Why is Enterprise Not Afraid of Node?: The Case for Node.JS

With the exception of companies like Google, large enterprise corporations tend to be very conservative about new technology.  So why doesn’t enterprise seem to be afraid of Node, a technology that’s only been around since 2009, and has only started to come into the spotlight in the last few years?

The answer lies in the fact that, while Node itself is new, the technology it’s based on — JavaScript — is not.  JavaScript is an entrenched, ubiquitous language that completely dominates in the browser.  Node is simply a way to use JavaScript on the back end.

I was asked today if Pop Art has any experience with Node.  It’s always a laden question: clients (or potential clients) want to feel confident that you can deliver, and nothing inspires confidence like being able to point at a lot of successful projects.  While I couldn’t honestly point to any Node-based implementations we’ve rolled out, I could say with confidence that Node is not new technology for us because it’s essentially JavaScript on the server, and we are experts in JavaScript.

(Editor’s note: Since this blog was posted in 2014, we’ve completed dozens of successful projects in Node. You can check some of them out at our Work page.) 

To make an analogy, let’s say your CEO got kidnapped on vacation in France (yes, this is going to be an overly dramatic example), and you need a hostage negotiator, so you start (quickly) shopping around.  The first hostage negotiator you talk to specializes in business kidnappings.  He doesn’t speak French, but he is passionate about the language.  “I’m so excited about French,” he says: “it’s such a fascinating, rich language.  I just got done with my first Rosetta Stone module!”  The second one you talk to has been speaking French for over a decade, but has mostly experience negotiating the release of children, not adults.  Who do you go with?  The one who speaks fluent French, of course.

Unlike hostage negotiation, most of our jobs aren’t life-or-death scenarios, but insofar as our careers are our lives, we’re deeply invested in hiring the people who can get the job done.

It’s not a perfect analogy, but it’s pretty good.  JavaScript?  Yeah, I know that stuff backwards and forwards.  Oh, I can do it on the server side now?  Cool.

Given its meteoric success, it’s hard to criticize Node’s marketing, but sometimes I wonder if the adoption wouldn’t have been even faster if it had simply been marketed as “Server-Side JavaScript”.  More unwieldy, perhaps, but it almost completely removes the suspicious scent of new technology.

If you tell a businessperson, “let’s do this in Node”, they might say “hm, that sounds like new technology to me.  Let’s stick with Java.  I’ve got a bunch of Java guys.”  If, instead, you said “hey, let’s do this in JavaScript,” they might instead reply “you mean I don’t even need Java?  Or PHP?  Or .NET?  Yeah, all the nerds down in the cage have JavaScript on their resume, let’s do this.”

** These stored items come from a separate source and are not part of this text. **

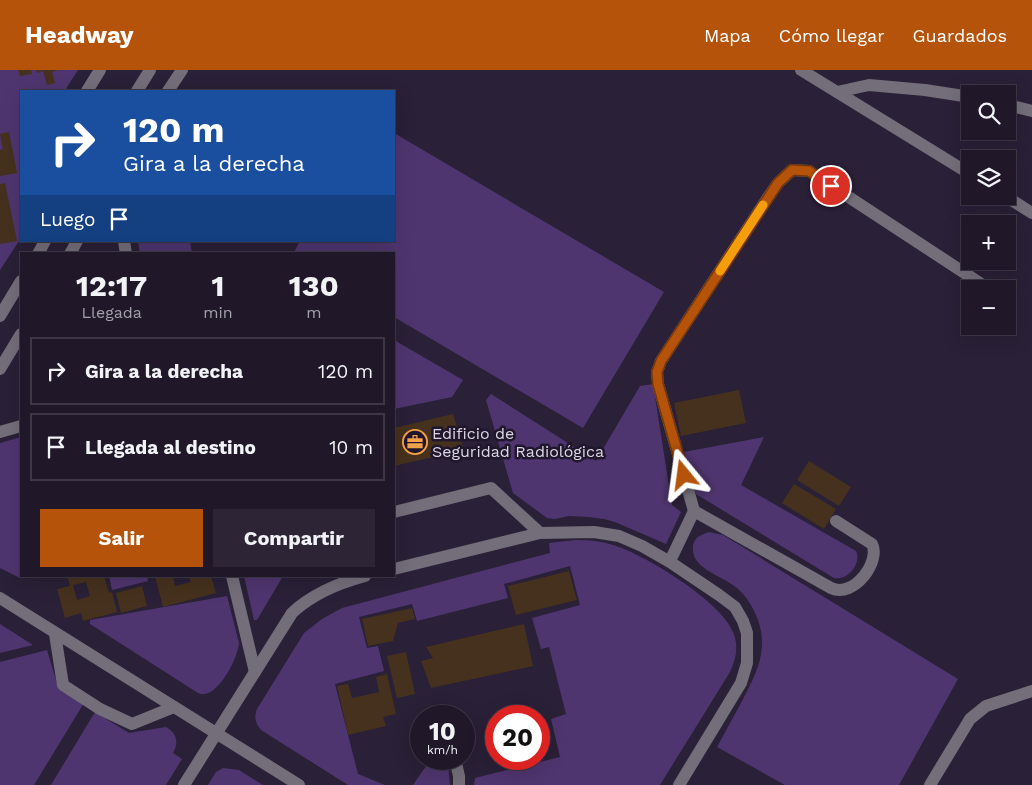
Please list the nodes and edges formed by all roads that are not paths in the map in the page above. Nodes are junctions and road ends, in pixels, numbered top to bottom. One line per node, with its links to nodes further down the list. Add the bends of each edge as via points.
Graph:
1 (100, 70): 5 (lane)
2 (150, 70): 6 (lane)
3 (182, 70): 7 (lane)
4 (802, 70): 8 (lane)
5 (88, 90)
6 (138, 90)
7 (169, 90)
8 (837, 92): 9 (lane, via 869,85 916,88); 12 (lane)
9 (961, 96)
10 (1016, 107): 11 (lane)
11 (1032, 111)
12 (961, 168)
13 (1016, 203): 14 (lane)
14 (1032, 213)
15 (975, 280): 22 (lane, via 809,171 792,170 767,199 657,369 658,384)
16 (20, 283): 17 (lane)
17 (0, 316)
18 (20, 336): 19 (lane)
19 (0, 368)
20 (20, 426): 21 (lane)
21 (0, 432)
22 (694, 511): 24 (lane, via 837,591 855,586 875,555 872,544); 26 (lane)
23 (395, 512): 25 (lane, via 491,488)
24 (836, 521)
25 (540, 533): 26 (lane, via 594,532 619,536); 27 (lane)
26 (670, 561): 40 (lane, via 735,607 747,633 748,648 748,664 741,683)
27 (395, 569)
28 (232, 577): 32 (lane)
29 (363, 577): 32 (lane, via 325,590 299,606)
30 (0, 598): 31 (lane)
31 (55, 634): 34 (lane); 34 (lane, via 63,685 94,705 132,724)
32 (255, 672): 35 (lane)
33 (1032, 691): 41 (lane, via 986,706 970,719)
34 (174, 707): 35 (lane)
35 (216, 733): 37 (lane); 38 (lane)
36 (458, 770): 39 (lane)
37 (184, 785)
38 (299, 785)
39 (459, 785)
40 (679, 785)
41 (930, 785)

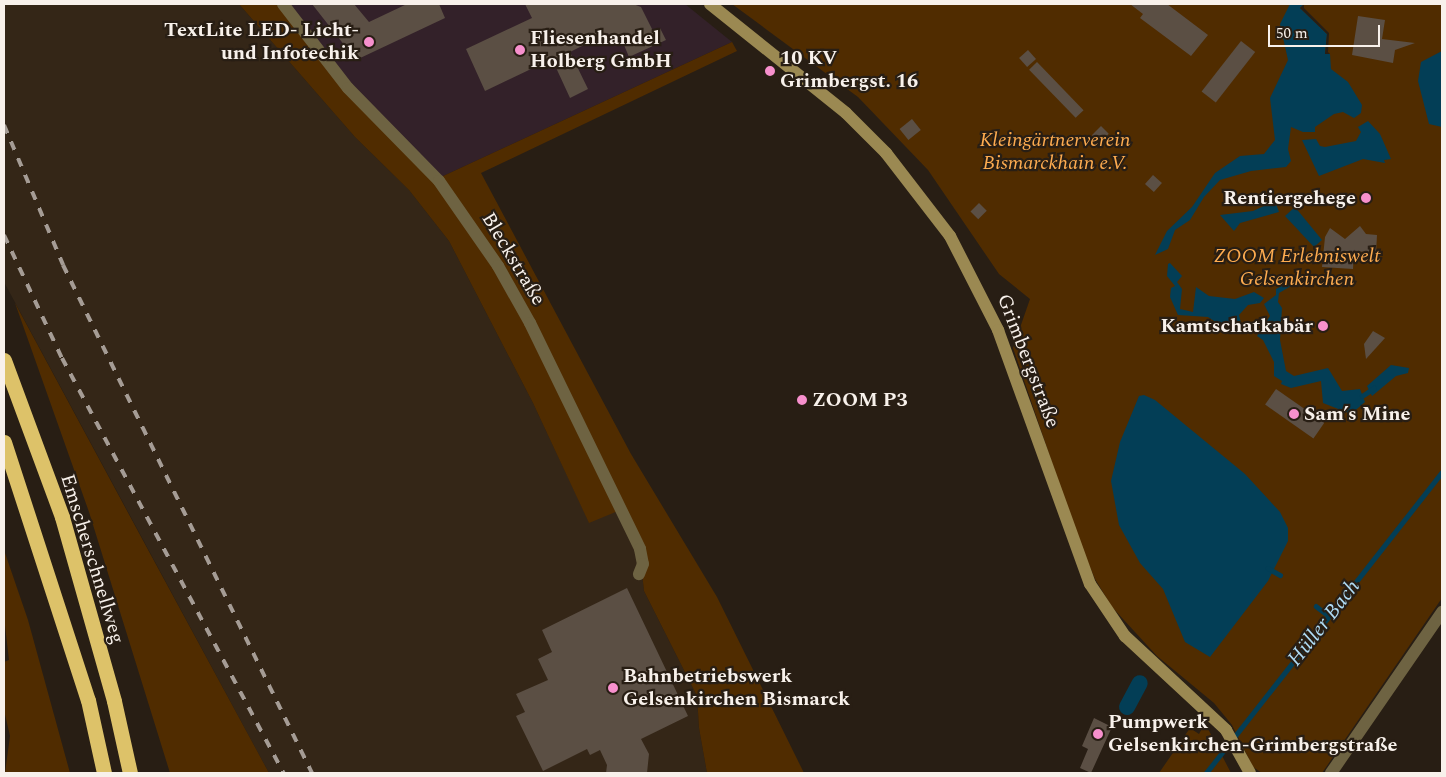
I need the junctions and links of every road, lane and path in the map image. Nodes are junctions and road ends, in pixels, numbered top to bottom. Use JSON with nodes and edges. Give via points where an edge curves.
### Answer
{"nodes":[{"id":1,"x":283,"y":4,"type":"edge"},
{"id":2,"x":710,"y":4,"type":"edge"},
{"id":3,"x":4,"y":360,"type":"edge"},
{"id":4,"x":4,"y":442,"type":"edge"},
{"id":5,"x":639,"y":574,"type":"dead end"},
{"id":6,"x":1442,"y":612,"type":"edge"},
{"id":7,"x":1249,"y":771,"type":"edge"},
{"id":8,"x":104,"y":773,"type":"edge"},
{"id":9,"x":130,"y":773,"type":"edge"},
{"id":10,"x":1331,"y":773,"type":"edge"}],
"edges":[{"from":1,"to":5,"type":"street","name":"Bleckstraße","via":[[348,88],[439,181],[498,266],[530,324],[640,549],[643,564]]},
{"from":2,"to":7,"type":"street","name":"Grimbergstraße","via":[[846,114],[886,153],[950,236],[998,330],[1090,584],[1125,636],[1213,714],[1232,737]]},
{"from":3,"to":9,"type":"highway","name":"Emscherschnellweg","via":[[62,517],[114,701]]},
{"from":4,"to":8,"type":"highway","via":[[88,700]]},
{"from":6,"to":10,"type":"street"}]}
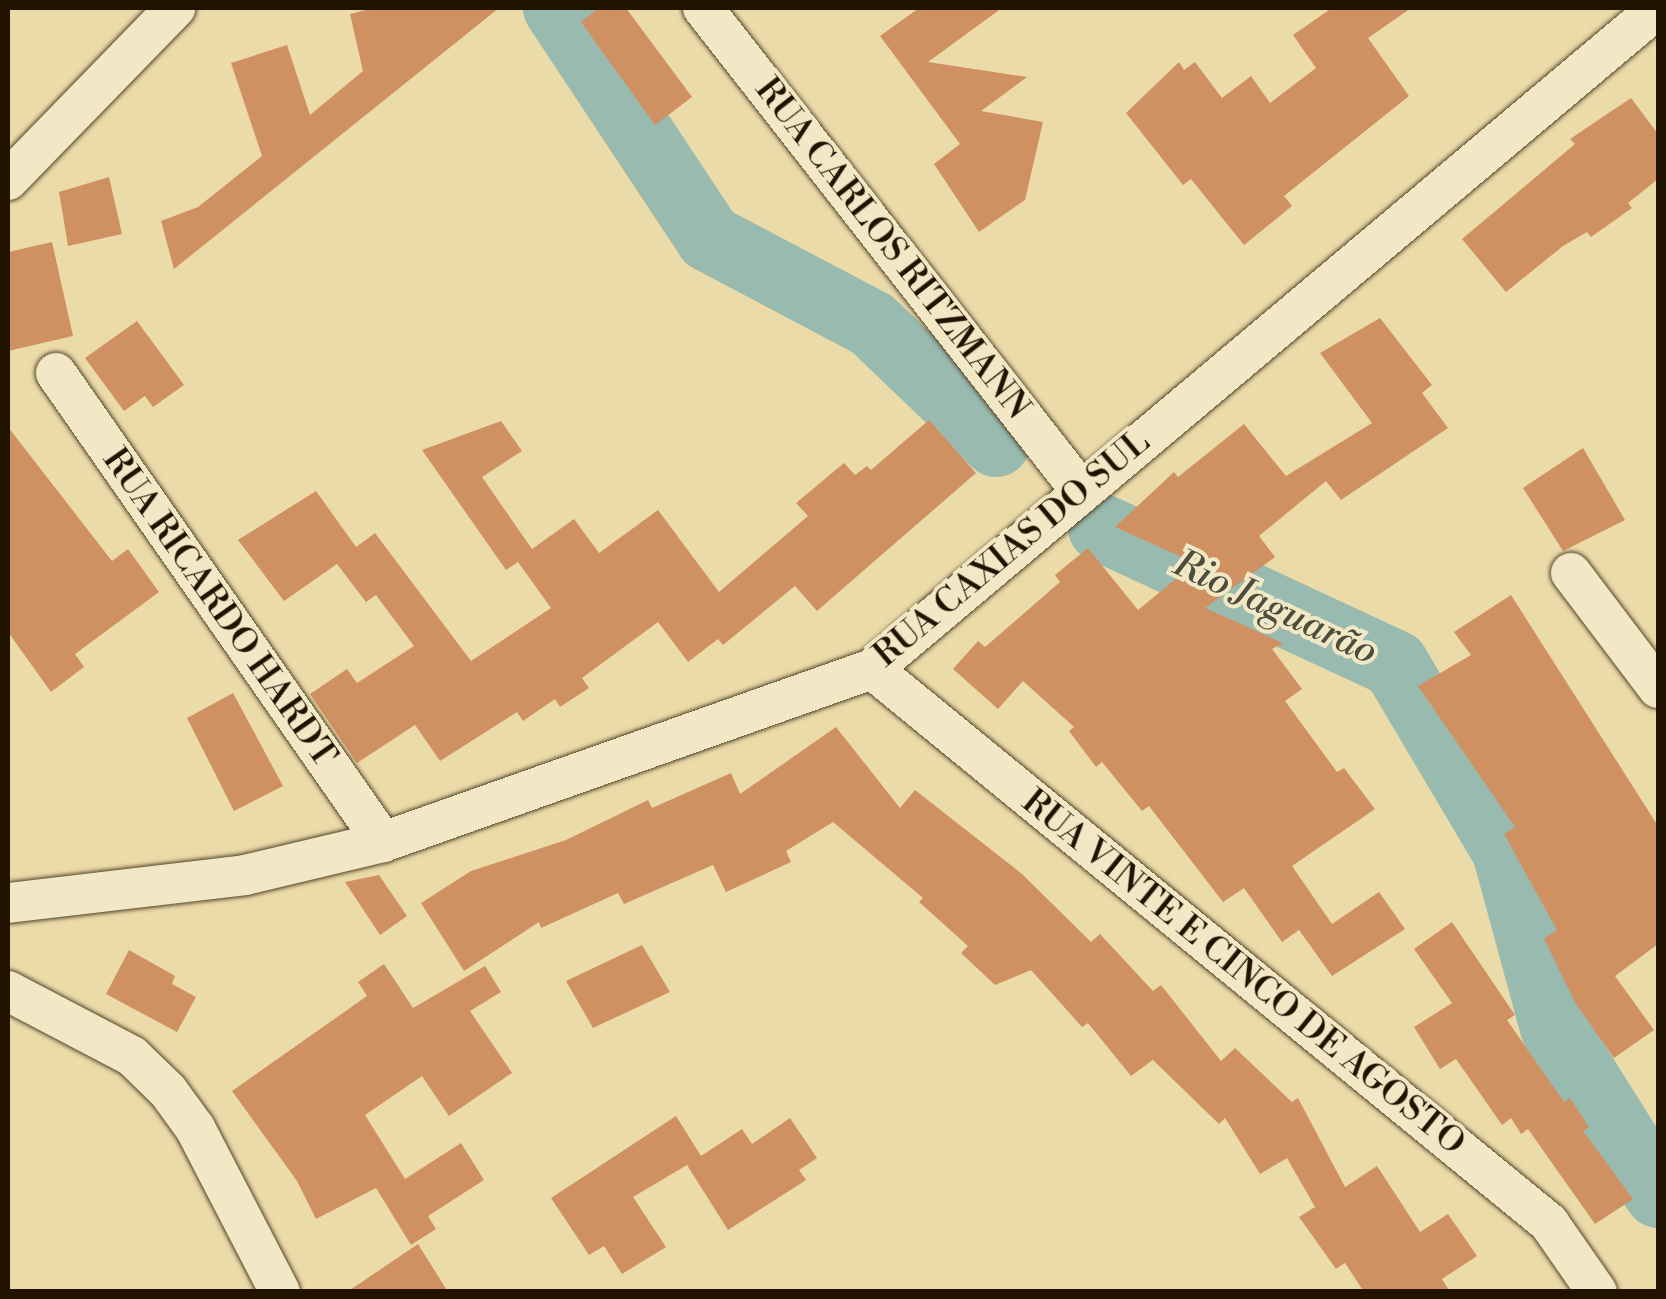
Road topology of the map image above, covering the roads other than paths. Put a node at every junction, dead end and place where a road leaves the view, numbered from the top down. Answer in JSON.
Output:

In contrast, Ruby, which was once the cool new thing, never got the same traction that Node has.  It’s certainly not because JavaScript is somehow better than Ruby (I happen to like JavaScript better, but that’s irrelevant): Ruby is a capable, robust language, and Ruby on Rails can significantly decrease development time.  But it’s a whole new language (and a pretty alien one at that).  Programmers have to start from scratch.  Yes, it’s cool, and yes it offers a very efficient development environment, but that’s a harder sell for PHP, C#, and Java programmers.

On the other hand, if your work is related to the Internet in any way, you probably know JavaScript already (even if your primary language is PHP, C#, or Java).

Of course there are details I’m glossing over.  There’s a lot more to know about server-side programming than the choice of language.  Understanding web architecture, networking issues, scaling, and databases are important areas as well.  That said, the choice of language is what glues all of these things together, and having a common language is much more than half the battle.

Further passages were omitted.